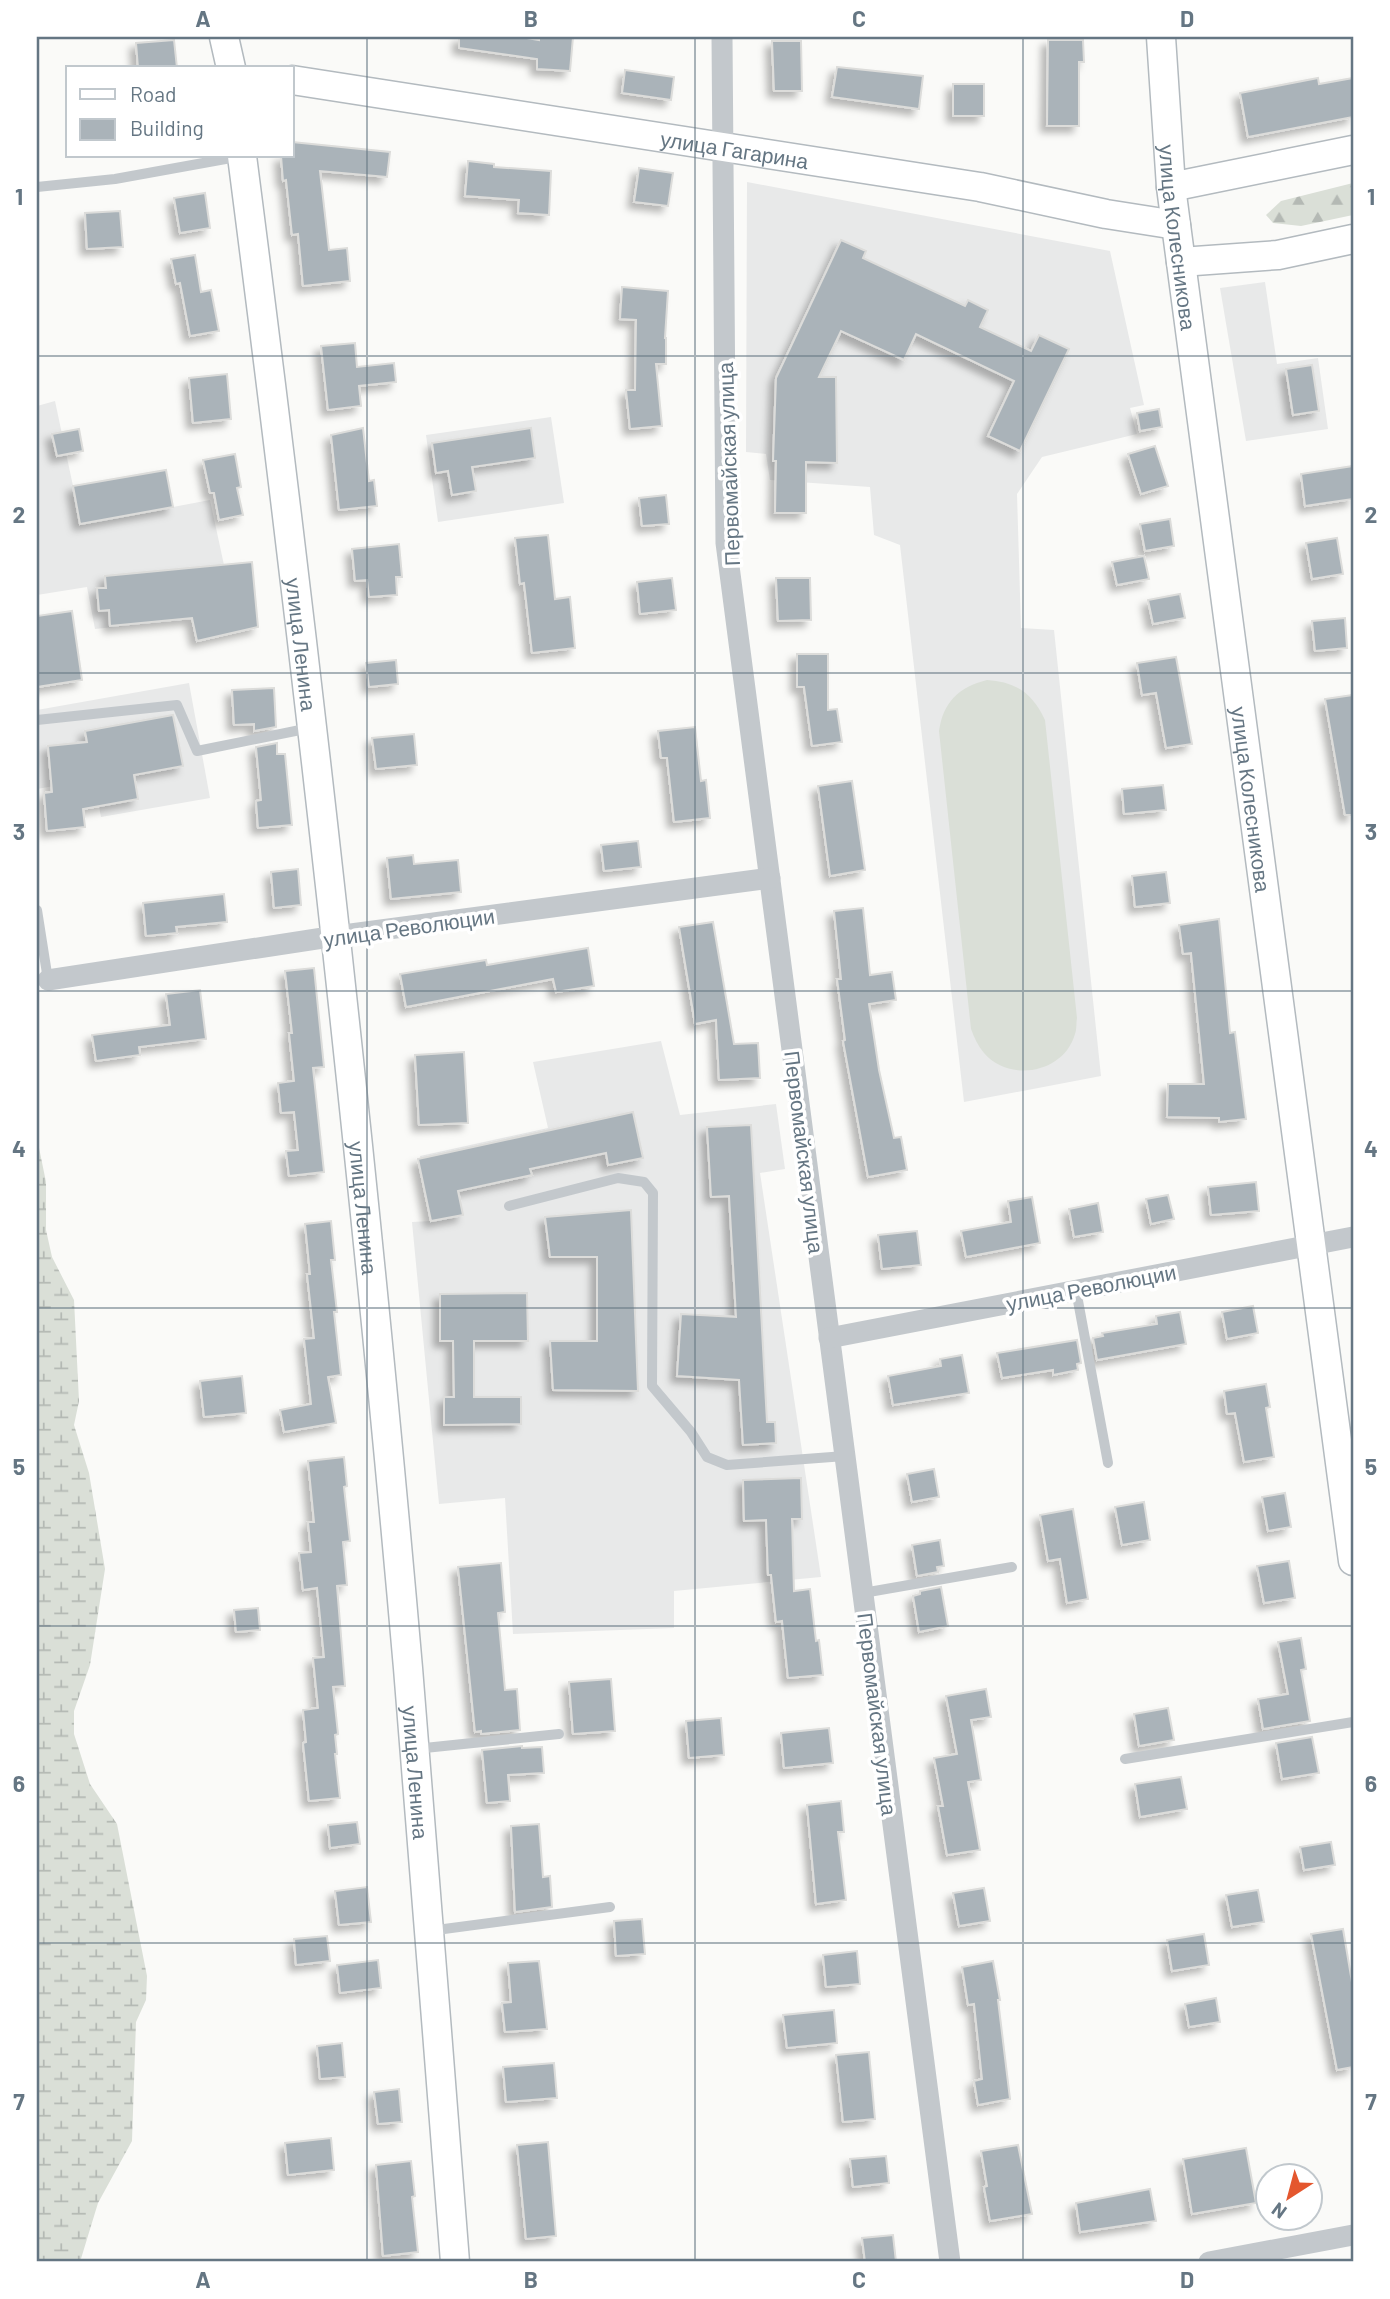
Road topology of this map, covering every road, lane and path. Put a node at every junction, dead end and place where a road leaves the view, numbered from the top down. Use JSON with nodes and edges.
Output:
{"nodes":[{"id":1,"x":223,"y":37,"type":"edge"},
{"id":2,"x":722,"y":37,"type":"edge"},
{"id":3,"x":1161,"y":37,"type":"edge"},
{"id":4,"x":230,"y":66,"type":"edge"},
{"id":5,"x":294,"y":80,"type":"edge"},
{"id":6,"x":723,"y":147,"type":"junction"},
{"id":7,"x":1353,"y":150,"type":"edge"},
{"id":8,"x":231,"y":158,"type":"edge"},
{"id":9,"x":242,"y":158,"type":"edge"},
{"id":10,"x":37,"y":187,"type":"edge"},
{"id":11,"x":1171,"y":187,"type":"junction"},
{"id":12,"x":1176,"y":225,"type":"junction"},
{"id":13,"x":1353,"y":239,"type":"edge"},
{"id":14,"x":1181,"y":262,"type":"junction"},
{"id":15,"x":37,"y":720,"type":"edge"},
{"id":16,"x":313,"y":728,"type":"junction"},
{"id":17,"x":770,"y":878,"type":"junction"},
{"id":18,"x":37,"y":910,"type":"edge"},
{"id":19,"x":337,"y":936,"type":"junction"},
{"id":20,"x":48,"y":980,"type":"joint"},
{"id":21,"x":509,"y":1206,"type":"dead end"},
{"id":22,"x":1353,"y":1237,"type":"edge"},
{"id":23,"x":1310,"y":1245,"type":"junction"},
{"id":24,"x":1076,"y":1290,"type":"junction"},
{"id":25,"x":830,"y":1338,"type":"junction"},
{"id":26,"x":845,"y":1455,"type":"junction"},
{"id":27,"x":1108,"y":1463,"type":"dead end"},
{"id":28,"x":1353,"y":1561,"type":"edge"},
{"id":29,"x":1012,"y":1567,"type":"dead end"},
{"id":30,"x":863,"y":1593,"type":"junction"},
{"id":31,"x":1353,"y":1722,"type":"edge"},
{"id":32,"x":559,"y":1734,"type":"dead end"},
{"id":33,"x":415,"y":1749,"type":"junction"},
{"id":34,"x":1125,"y":1759,"type":"dead end"},
{"id":35,"x":610,"y":1906,"type":"dead end"},
{"id":36,"x":429,"y":1931,"type":"junction"},
{"id":37,"x":1353,"y":2235,"type":"edge"},
{"id":38,"x":455,"y":2262,"type":"edge"},
{"id":39,"x":950,"y":2262,"type":"edge"},
{"id":40,"x":1209,"y":2262,"type":"edge"}],
"edges":[{"from":1,"to":4,"type":"street"},
{"from":2,"to":6,"type":"street","name":"Первомайская улица"},
{"from":3,"to":11,"type":"street","name":"улица Колесникова"},
{"from":5,"to":6,"type":"street","name":"улица Гагарина"},
{"from":6,"to":12,"type":"street","name":"улица Гагарина"},
{"from":6,"to":17,"type":"street","name":"Первомайская улица"},
{"from":7,"to":11,"type":"street"},
{"from":8,"to":10,"type":"lane"},
{"from":9,"to":16,"type":"street","name":"улица Ленина"},
{"from":11,"to":12,"type":"street","name":"улица Колесникова"},
{"from":12,"to":14,"type":"street","name":"улица Колесникова"},
{"from":13,"to":14,"type":"street"},
{"from":14,"to":23,"type":"street","name":"улица Колесникова"},
{"from":15,"to":16,"type":"lane"},
{"from":16,"to":19,"type":"street","name":"улица Ленина"},
{"from":17,"to":19,"type":"street","name":"улица Революции"},
{"from":17,"to":25,"type":"street","name":"Первомайская улица"},
{"from":18,"to":20,"type":"lane"},
{"from":19,"to":20,"type":"street","name":"улица Революции"},
{"from":19,"to":33,"type":"street","name":"улица Ленина"},
{"from":21,"to":26,"type":"lane"},
{"from":22,"to":23,"type":"street","name":"улица Революции"},
{"from":23,"to":24,"type":"street","name":"улица Революции"},
{"from":23,"to":28,"type":"street","name":"улица Колесникова"},
{"from":24,"to":25,"type":"street","name":"улица Революции"},
{"from":24,"to":27,"type":"lane"},
{"from":25,"to":26,"type":"street","name":"Первомайская улица"},
{"from":26,"to":30,"type":"street","name":"Первомайская улица"},
{"from":29,"to":30,"type":"lane"},
{"from":30,"to":39,"type":"street","name":"Первомайская улица"},
{"from":31,"to":34,"type":"lane"},
{"from":32,"to":33,"type":"lane"},
{"from":33,"to":36,"type":"street","name":"улица Ленина"},
{"from":35,"to":36,"type":"lane"},
{"from":36,"to":38,"type":"street","name":"улица Ленина"},
{"from":37,"to":40,"type":"street"}]}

★ ★ ★ ★ ★

Directions:
Within the listing above, count the lines that contain the string "edges". Give only the number.

Finished exercise:
2